MR RATTENBURY (Molonglo) (10.50): Last night’s federal budget is one that is, in many quarters, still being fully digested, but already there are issues identified in the budget that are of real concern. Certainly from a Greens perspective, there are things in there that are quite short term and that have failed to tackle some of the important issues. We have seen a situation where cuts are being made to real and important services. The necessary increases in things like Newstart that both the NGO and business sector have supported have not been followed through. The budget has failed to tackle real issues like cutting fossil fuel subsidies, which cost the federal government literally billions of dollars a year. Those issues have not been tackled. There has been a failure to address important social and environmental issues in the budget.
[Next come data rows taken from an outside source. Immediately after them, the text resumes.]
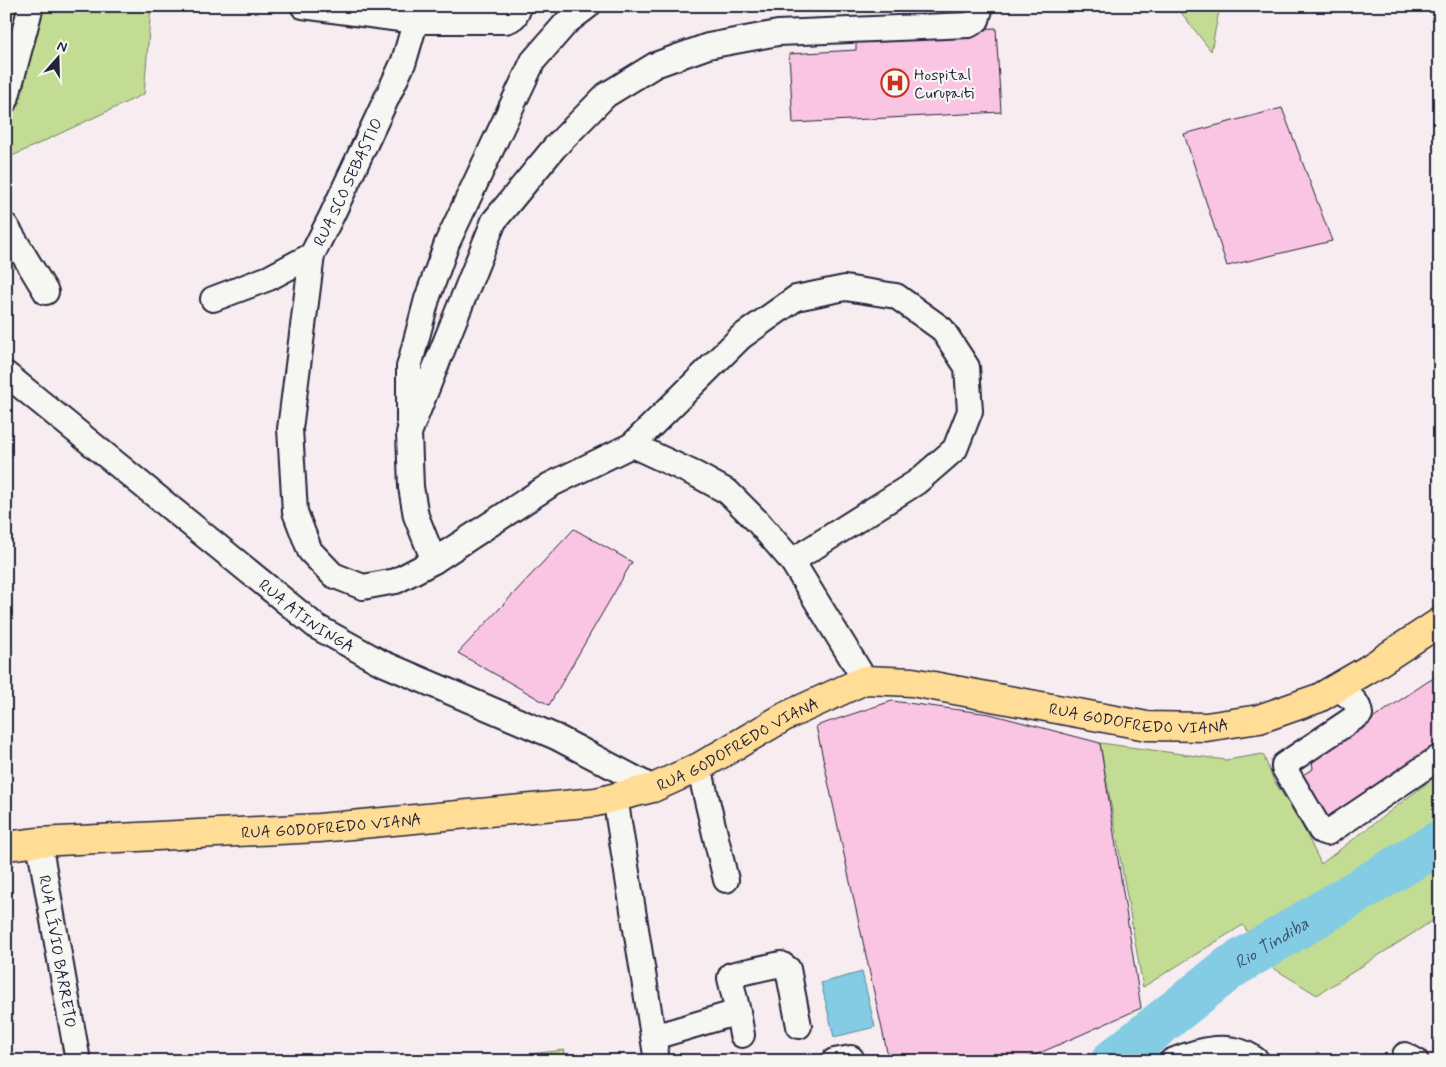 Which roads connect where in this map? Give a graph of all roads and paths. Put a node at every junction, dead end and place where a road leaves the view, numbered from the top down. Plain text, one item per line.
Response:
1 (31, 6) edge
2 (303, 6) edge
3 (519, 6) edge
4 (588, 6) edge
5 (981, 6) edge
6 (418, 13) edge
7 (6, 100) edge
8 (6, 226) edge
9 (312, 255) junction
10 (46, 292) dead end
11 (213, 299) dead end
12 (6, 374) edge
13 (409, 432) junction
14 (632, 445) junction
15 (434, 561) junction
16 (792, 561) junction
17 (1440, 622) edge
18 (865, 680) junction
19 (1337, 688) junction
20 (1440, 757) edge
21 (699, 767) junction
22 (653, 788) junction
23 (615, 798) junction
24 (39, 842) junction
25 (6, 846) edge
26 (726, 880) dead end
27 (799, 1026) dead end
28 (654, 1037) junction
29 (78, 1061) edge
30 (658, 1061) edge
31 (1172, 1061) edge
32 (1257, 1061) edge

1 - 7 street
2 - 6 street
3 - 6 street
4 - 13 street
5 - 13 street
6 - 9 street, RUA SCO SEBASTIO
8 - 10 street
9 - 11 street, RUA SCO SEBASTIO
9 - 15 street
12 - 22 street, RUA ATININGA
13 - 15 street
14 - 15 street
14 - 16 street
14 - 16 street
16 - 18 street
17 - 19 main road, RUA GODOFREDO VIANA
18 - 19 main road, RUA GODOFREDO VIANA
18 - 21 main road, RUA GODOFREDO VIANA
19 - 20 street
21 - 22 main road, RUA GODOFREDO VIANA
21 - 26 street
22 - 23 main road, RUA GODOFREDO VIANA
23 - 24 main road, RUA GODOFREDO VIANA
23 - 28 street
24 - 25 main road, RUA GODOFREDO VIANA
24 - 29 street, RUA LÍVIO BARRETO
27 - 28 street
28 - 30 street
31 - 32 street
There are some missed opportunities in the budget. I am particularly concerned by the funding cuts to universities. Mr Smyth said earlier, and I share much of the sentiment he expressed in his comments, that this is quite a short-term thing. We discussed this yesterday in the context of Mr Seselja’s matter of public importance. The approach that has been taken by federal Labor to cut money from the university sector to fund the Gonski reforms is incredibly short-sighted. It is a poor decision and one that has been reinforced by the budget last night. The universities are drivers of the future wellbeing of Australia at both a social and an economic level. This decision is simply a poor, short-term decision.

We see in the budget a $685 million cut to renewable energy and energy efficiency—again, measures that will prepare Australia for the future in terms of providing clean, cost-effective energy sources. There has been a failure to get on with improving energy efficiency in this country and that simply keeps driving up the energy bills of both households and the business sector in this country. It is disappointing to see a cut of $257 million to the biodiversity fund, which was part of the carbon tax arrangements. Again, this is a real missed opportunity. We know there are important issues that need to be addressed in Australia.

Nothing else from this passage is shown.